Thursday, August 17, 2006

Caption This Photo!

Sleazy Rider

Another Dumb Idea...

....brought to you courtesy of the Source Of All Dumb Ideas, Congressman Peter King (R-Richville, Money Island):
King endorses ethnic profiling
Newsday Washington Bureau

August 17, 2006

WASHINGTON -- Declaring that airport screeners shouldn't be hampered by "political correctness," House Homeland Security Chairman Peter King has endorsed requiring people of "Middle Eastern and South Asian" descent to undergo additional security checks because of their ethnicity and religion.

Discussing the recent revelation of an alleged plot in England to blow up U.S.-bound airliners, the Seaford Republican said yesterday that, "if the threat is coming from a particular group, I can understand why it would make sense to single them out for further questioning."
OK, Mr. King, let's take that to its logical outcome, shall we?

Mr. King...that's an...Irish name, is it not? OK, Mr. King, the Irish Republican Army is a terrorist group. It has bombed in London, just like Al Qaeda operatives and sympathizers did.

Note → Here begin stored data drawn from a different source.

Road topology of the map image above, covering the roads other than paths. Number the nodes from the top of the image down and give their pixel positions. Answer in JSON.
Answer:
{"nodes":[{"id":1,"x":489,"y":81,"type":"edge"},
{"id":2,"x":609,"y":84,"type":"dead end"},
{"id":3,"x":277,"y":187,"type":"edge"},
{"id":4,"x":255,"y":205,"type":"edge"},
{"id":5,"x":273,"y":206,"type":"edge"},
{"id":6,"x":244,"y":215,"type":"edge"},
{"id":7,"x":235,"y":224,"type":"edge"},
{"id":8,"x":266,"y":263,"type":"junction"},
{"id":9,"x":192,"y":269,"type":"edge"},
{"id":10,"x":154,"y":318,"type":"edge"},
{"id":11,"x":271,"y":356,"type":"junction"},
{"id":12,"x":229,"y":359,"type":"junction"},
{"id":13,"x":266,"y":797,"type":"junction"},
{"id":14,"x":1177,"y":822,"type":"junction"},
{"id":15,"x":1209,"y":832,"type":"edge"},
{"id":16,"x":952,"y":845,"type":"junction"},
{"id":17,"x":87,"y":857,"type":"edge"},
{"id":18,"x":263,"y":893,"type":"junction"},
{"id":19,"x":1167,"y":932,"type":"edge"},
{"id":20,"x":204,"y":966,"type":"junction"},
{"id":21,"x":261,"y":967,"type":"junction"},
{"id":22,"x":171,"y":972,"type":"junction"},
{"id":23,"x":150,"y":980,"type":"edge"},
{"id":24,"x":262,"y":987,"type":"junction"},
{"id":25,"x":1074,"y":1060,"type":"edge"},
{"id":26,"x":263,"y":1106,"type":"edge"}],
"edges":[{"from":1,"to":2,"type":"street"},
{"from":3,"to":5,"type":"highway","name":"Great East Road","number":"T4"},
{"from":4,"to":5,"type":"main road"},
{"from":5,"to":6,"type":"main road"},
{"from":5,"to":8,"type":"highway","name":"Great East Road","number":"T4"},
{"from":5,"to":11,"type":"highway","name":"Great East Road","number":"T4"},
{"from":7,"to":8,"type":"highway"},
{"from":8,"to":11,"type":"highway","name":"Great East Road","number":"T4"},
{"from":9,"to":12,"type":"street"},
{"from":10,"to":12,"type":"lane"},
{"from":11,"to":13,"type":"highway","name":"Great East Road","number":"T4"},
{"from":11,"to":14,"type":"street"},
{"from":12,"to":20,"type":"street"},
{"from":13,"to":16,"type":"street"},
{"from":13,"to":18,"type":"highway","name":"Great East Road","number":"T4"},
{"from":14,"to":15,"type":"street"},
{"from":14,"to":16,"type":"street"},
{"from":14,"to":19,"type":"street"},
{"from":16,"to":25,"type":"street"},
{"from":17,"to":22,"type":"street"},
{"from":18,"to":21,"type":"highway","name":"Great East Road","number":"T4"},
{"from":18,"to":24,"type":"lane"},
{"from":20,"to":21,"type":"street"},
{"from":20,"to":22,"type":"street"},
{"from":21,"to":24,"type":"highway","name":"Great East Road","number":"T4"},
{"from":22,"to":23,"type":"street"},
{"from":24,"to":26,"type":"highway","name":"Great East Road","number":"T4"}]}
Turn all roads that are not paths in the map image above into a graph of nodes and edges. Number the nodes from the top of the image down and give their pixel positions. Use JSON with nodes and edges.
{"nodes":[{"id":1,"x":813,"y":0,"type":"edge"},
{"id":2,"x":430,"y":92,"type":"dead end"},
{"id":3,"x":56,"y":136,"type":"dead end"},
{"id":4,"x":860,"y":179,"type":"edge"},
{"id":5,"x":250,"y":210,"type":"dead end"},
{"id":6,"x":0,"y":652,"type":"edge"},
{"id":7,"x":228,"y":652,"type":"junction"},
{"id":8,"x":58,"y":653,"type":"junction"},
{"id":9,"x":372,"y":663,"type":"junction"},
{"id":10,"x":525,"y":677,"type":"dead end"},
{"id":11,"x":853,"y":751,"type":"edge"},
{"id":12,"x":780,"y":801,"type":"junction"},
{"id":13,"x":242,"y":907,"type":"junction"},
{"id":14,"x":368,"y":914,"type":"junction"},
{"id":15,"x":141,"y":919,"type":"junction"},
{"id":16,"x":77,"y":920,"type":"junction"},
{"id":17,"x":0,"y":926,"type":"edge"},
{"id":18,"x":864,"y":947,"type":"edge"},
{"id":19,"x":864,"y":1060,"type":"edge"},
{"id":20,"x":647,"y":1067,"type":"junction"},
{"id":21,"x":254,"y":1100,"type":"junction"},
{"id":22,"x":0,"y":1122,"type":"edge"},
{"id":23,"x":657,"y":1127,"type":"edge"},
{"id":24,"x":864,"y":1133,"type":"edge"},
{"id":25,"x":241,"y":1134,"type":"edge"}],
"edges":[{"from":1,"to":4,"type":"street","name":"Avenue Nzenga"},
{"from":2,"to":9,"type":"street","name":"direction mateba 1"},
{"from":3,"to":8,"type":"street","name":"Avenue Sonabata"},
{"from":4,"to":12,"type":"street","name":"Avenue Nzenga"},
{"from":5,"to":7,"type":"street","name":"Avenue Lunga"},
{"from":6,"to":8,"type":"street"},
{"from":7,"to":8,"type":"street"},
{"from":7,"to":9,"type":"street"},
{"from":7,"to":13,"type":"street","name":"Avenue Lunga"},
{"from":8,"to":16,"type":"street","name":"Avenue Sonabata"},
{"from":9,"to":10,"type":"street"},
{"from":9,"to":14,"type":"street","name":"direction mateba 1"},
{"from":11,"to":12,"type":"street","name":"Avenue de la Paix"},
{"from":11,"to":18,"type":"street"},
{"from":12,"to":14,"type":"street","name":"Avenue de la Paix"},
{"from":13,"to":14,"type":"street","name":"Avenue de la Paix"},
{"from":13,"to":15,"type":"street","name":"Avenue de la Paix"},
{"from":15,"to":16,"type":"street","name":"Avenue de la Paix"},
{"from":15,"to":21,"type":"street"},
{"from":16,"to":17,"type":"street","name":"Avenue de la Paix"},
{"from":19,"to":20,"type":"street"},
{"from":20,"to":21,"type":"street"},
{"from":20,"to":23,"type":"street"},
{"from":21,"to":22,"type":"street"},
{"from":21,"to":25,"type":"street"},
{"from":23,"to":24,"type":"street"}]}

So by your logic, all Irishmen, including yourself, should be singled out for additional security checks. I can't wait to see the looks you'll get from Ted Kennedy at Dulles as his fleshy mounds are poked and prodded and wanded.

Now, I imagine this might stir up a bit of resentment amongst some of your constituents, Long Island being a den of the Irish, legal and illegal immigrants and second-, third-, and even fourth-generation.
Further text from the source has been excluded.